Nove entre dez manchetes do conflito russo-ucraniano mencionam o nome de Vladimir Putin. Sucesso midiático desde sua estreia na política, em 1999, o então diretor do serviço de inteligência promovido a primeiro-ministro aprendeu rapidamente a valer-se da comunicação e da violência para atingir seus objetivos políticos. O primeiro deles foi continuar sua escalada de poder para tornar-se presidente da Federação Russa nas eleições de março de 2000.
Nos meses que antecederam o pleito, Putin construiu habilmente a imagem de um estadista forte e impiedoso através da mídia, promovendo a retomada da guerra contra os rebeldes muçulmanos do Cáucaso. Seus pronunciamentos contundentes na televisão após uma série de atentados terroristas em Moscou prometeram a aniquilação dos insurgentes[1] e foram acompanhados pelo bombardeio das cidades chechenas, o que possibilitou a Putin utilizar-se do exército para “surfar na onda” da insegurança dos anos 1990. A brutal resposta militar aplicada na Chechênia rendeu-lhe excelentes frutos: foi eleito em primeiro turno com 53% dos votos.
Desde então a fórmula vem sendo repetida com certa conivência do assim chamado Ocidente[2]. Em 2008, enquanto governante de fato (seu aliado Dimitri Medvedev era presidente, mas Putin seguiu no comando da estrutura política), Putin lançou-se em outra guerra contra a pequena Geórgia, sob o pretexto de que o novo governo pró-EUA de Mikhail Saakashvili havia permitido o trânsito de terroristas chechenos nas áreas de fronteira. A fim de preservar sua esfera de influência no Cáucaso e impedir a entrada de uma ex-república soviética na Otan, Putin arrogou para si duas porções do território vizinho, onde tropas russas permanecem estacionadas até hoje.
A eclosão de uma guerra convencional nos rincões da Europa surpreendeu a comunidade internacional durante a celebração das Olimpíadas de Pequim, momento simbólico de um mundo globalizado. Neste sentido, a guerra russo-georgiana, que culminou com a ocupação da Abcásia e da Ossétia do Sul, representou um verdadeiro anticlímax para os articuladores da Pax Americana. Não obstante, a agressão russa deixou de suscitar quaisquer reações significativas por parte dos Estados Unidos e da União Europeia, seja por meio de sanções econômicas ou de isolamento diplomático. Muito pelo contrário – poucos meses após o conflito, o recém-eleito Barack Obama decidiu estender a mão a Putin e oferecer-lhe uma espécie de “trégua” nas relações bilaterais, relegando a questão da Geórgia à condição de primeira de uma série de concessões que Washington viria fazer a Moscou.

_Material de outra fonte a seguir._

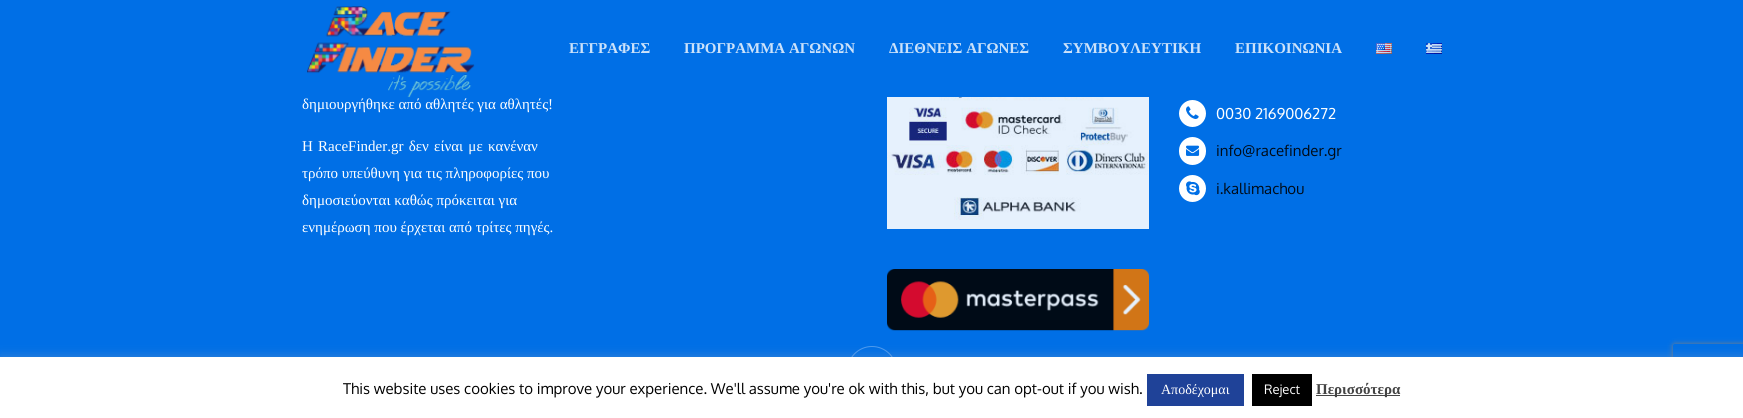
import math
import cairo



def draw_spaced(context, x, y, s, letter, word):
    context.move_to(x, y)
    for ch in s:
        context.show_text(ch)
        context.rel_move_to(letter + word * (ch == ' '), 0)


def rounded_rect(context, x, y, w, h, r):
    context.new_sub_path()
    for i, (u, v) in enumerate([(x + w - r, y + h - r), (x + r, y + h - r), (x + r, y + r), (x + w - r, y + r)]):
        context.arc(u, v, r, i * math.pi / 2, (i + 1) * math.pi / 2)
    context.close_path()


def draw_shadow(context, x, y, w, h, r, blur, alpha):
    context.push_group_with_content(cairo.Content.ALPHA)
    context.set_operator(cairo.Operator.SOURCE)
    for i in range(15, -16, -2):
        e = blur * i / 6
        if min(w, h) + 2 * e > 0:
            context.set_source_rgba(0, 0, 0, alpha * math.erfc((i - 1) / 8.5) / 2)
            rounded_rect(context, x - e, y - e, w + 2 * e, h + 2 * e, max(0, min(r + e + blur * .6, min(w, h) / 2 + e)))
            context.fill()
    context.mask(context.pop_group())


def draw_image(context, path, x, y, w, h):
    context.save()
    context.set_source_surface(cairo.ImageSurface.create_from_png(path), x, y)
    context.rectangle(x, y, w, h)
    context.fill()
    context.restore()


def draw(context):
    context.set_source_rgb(0, 111 / 255, 230 / 255)
    context.paint()
    draw_image(context, "images/1.png", 307, 6, 168, 92)
    draw_image(context, "images/2.png", 1376, 43, 16, 11)
    draw_image(context, "images/3.png", 1426, 43, 16, 11)
    draw_image(context, "images/4.png", 887, 97, 262, 132)
    draw_image(context, "images/5.png", 887, 269, 262, 62)
    context.set_source_rgb(1, 1, 1)
    context.arc(1192.5, 113.5, 13.5, 0, 2 * math.pi)
    context.fill()
    draw_image(context, "images/6.png", 1186, 106, 13, 13)
    rounded_rect(context, 1179, 137, 27, 28, 13.5)
    context.fill()
    draw_image(context, "images/7.png", 1186, 145, 14, 11)
    context.arc(1192.5, 188.5, 13.5, 0, 2 * math.pi)
    context.fill()
    draw_image(context, "images/8.png", 1186, 181, 14, 15)
    context.arc(872, 371, 24.5, 0, 2 * math.pi)
    context.set_source_rgb(77 / 255, 154 / 255, 238 / 255)
    context.set_line_width(1)
    context.stroke()
    context.set_source_rgb(172 / 255, 171 / 255, 171 / 255)
    draw_shadow(context, 0, 356, 1743, 61, 0, 5, 0.3)
    context.save()
    context.set_fill_rule(cairo.FillRule.EVEN_ODD)
    context.new_path()
    context.move_to(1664, 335)
    context.line_to(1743, 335)
    context.line_to(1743, 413)
    context.line_to(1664, 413)
    context.close_path()
    context.move_to(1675, 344)
    context.line_to(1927, 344)
    context.curve_to(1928, 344, 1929, 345, 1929, 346)
    context.line_to(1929, 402)
    context.curve_to(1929, 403, 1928, 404, 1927, 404)
    context.line_to(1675, 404)
    context.curve_to(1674, 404, 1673, 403, 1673, 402)
    context.line_to(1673, 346)
    context.curve_to(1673, 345, 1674, 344, 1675, 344)
    context.close_path()
    context.clip()
    context.set_source_rgb(128 / 255, 128 / 255, 128 / 255)
    draw_shadow(context, 1673, 344, 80, 60, 2, 2.5, 1)
    context.restore()
    context.set_source_rgb(1, 1, 1)
    context.rectangle(0, 357, 1743, 61)
    context.fill()
    context.set_source_rgb(31 / 255, 66 / 255, 152 / 255)
    context.rectangle(1147, 374, 97, 32)
    context.fill()
    context.set_source_rgb(0, 0, 0)
    context.rectangle(1252, 374, 60, 32)
    context.fill()
    context.set_source_rgb(68 / 255, 68 / 255, 68 / 255)
    context.rectangle(1316, 395, 84, 1)
    context.fill()
    context.select_font_face("Liberation Serif", cairo.FontSlant.NORMAL, cairo.FontWeight.BOLD)
    context.set_font_size(15)
    context.set_source_rgb(204 / 255, 226 / 255, 250 / 255)
    context.move_to(569, 53)
    context.show_text("ΕΓΓΡΑΦΕΣ")
    context.move_to(684, 53)
    context.show_text("ΠΡΟΓΡΑΜΜΑ ΑΓΩΝΩΝ")
    context.move_to(889, 53)
    context.show_text("ΔΙΕΘΝΕΙΣ ΑΓΩΝΕΣ")
    context.move_to(1063, 53)
    context.show_text("ΣΥΜΒΟΥΛΕΥΤΙΚΗ")
    context.move_to(1235, 53)
    context.show_text("ΕΠΙΚΟΙΝΩΝΙΑ")
    context.select_font_face("Liberation Serif")
    context.set_source_rgb(1, 1, 1)
    context.move_to(302, 109)
    context.show_text("δημιουργήθηκε από αθλητές για αθλητές!")
    draw_spaced(context, 302, 151, "H RaceFinder.gr δεν είναι με κανέναν", 0, 1.5)
    context.move_to(302, 178)
    context.show_text("τρόπο υπεύθυνη για τις πληροφορίες που")
    context.move_to(302, 205)
    context.show_text("δημοσιεύονται καθώς πρόκειται για")
    context.move_to(302, 232)
    context.show_text("ενημέρωση που έρχεται από τρίτες πηγές.")
    context.select_font_face("Oxygen")
    context.move_to(1216, 119)
    context.show_text("0030 2169006272")
    context.set_source_rgb(0, 11 / 255, 23 / 255)
    context.move_to(1216, 156)
    context.show_text("info@racefinder.gr")
    context.move_to(1216, 194)
    context.show_text("i.kallimachou")
    context.set_source_rgb(0, 0, 0)
    context.move_to(343, 394)
    context.show_text("This website uses cookies to improve your experience. We'll assume you're ok with this, but you can opt-out if you wish.")
    context.select_font_face("Liberation Serif")
    context.set_font_size(14)
    context.set_source_rgb(1, 1, 1)
    context.move_to(1161, 394)
    context.show_text("Αποδέχομαι")
    context.select_font_face("Oxygen")
    context.set_font_size(13)
    context.move_to(1264, 394)
    context.show_text("Reject")
    context.select_font_face("Liberation Serif", cairo.FontSlant.NORMAL, cairo.FontWeight.BOLD)
    context.set_font_size(15)
    context.set_source_rgb(68 / 255, 68 / 255, 68 / 255)
    context.move_to(1316, 394)
    context.show_text("Περισσότερα")


surface = cairo.ImageSurface(cairo.Format.RGB24, 1743, 418)
context = cairo.Context(surface)
options = cairo.FontOptions()
options.set_hint_metrics(cairo.HintMetrics.OFF)
options.set_hint_style(cairo.HintStyle.NONE)
context.set_font_options(options)
context.set_miter_limit(4)
draw(context)
surface.write_to_png("out.png")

Esta política de apaziguamento, conhecida como “recomeço” (reset policy), demonstrou-se desastrada desde o princípio[3], simbolizando o ápice de uma visão pretensiosa e ingênua das relações internacionais. Segundo esta perspectiva, seria possível moldar a Rússia à semelhança das democracias liberais europeias por meio da intensificação do comércio exterior e da aproximação diplomática. A iniciativa do russian reset pelo primeiro governo Obama diz muito sobre como a Rússia era enxergada pelo Ocidente até então – uma potência em pleno declínio, indigna de ser confrontada militarmente e passível de ser transformada em uma aliada.
Ironicamente, em dezembro de 2011, após duas décadas de tratativas, a Rússia finalmente concluiu as negociações para aderir à Organização Mundial do Comércio, mérito que a administração Obama reivindicou, mas não sem deixar de expressar sua desaprovação à prática da fraude eleitoral nas eleições legislativas ocorridas no mesmo mês. Os episódios paralelos evidenciam o fracasso das tentativas de ocidentalizar a Rússia por meio de sua inclusão em instituições internacionais. Mais ainda, denunciam a postura condescendente dos EUA com o autoritarismo de Putin, que já mostrava suas contradições desde cedo e viria a extrair um preço ainda maior.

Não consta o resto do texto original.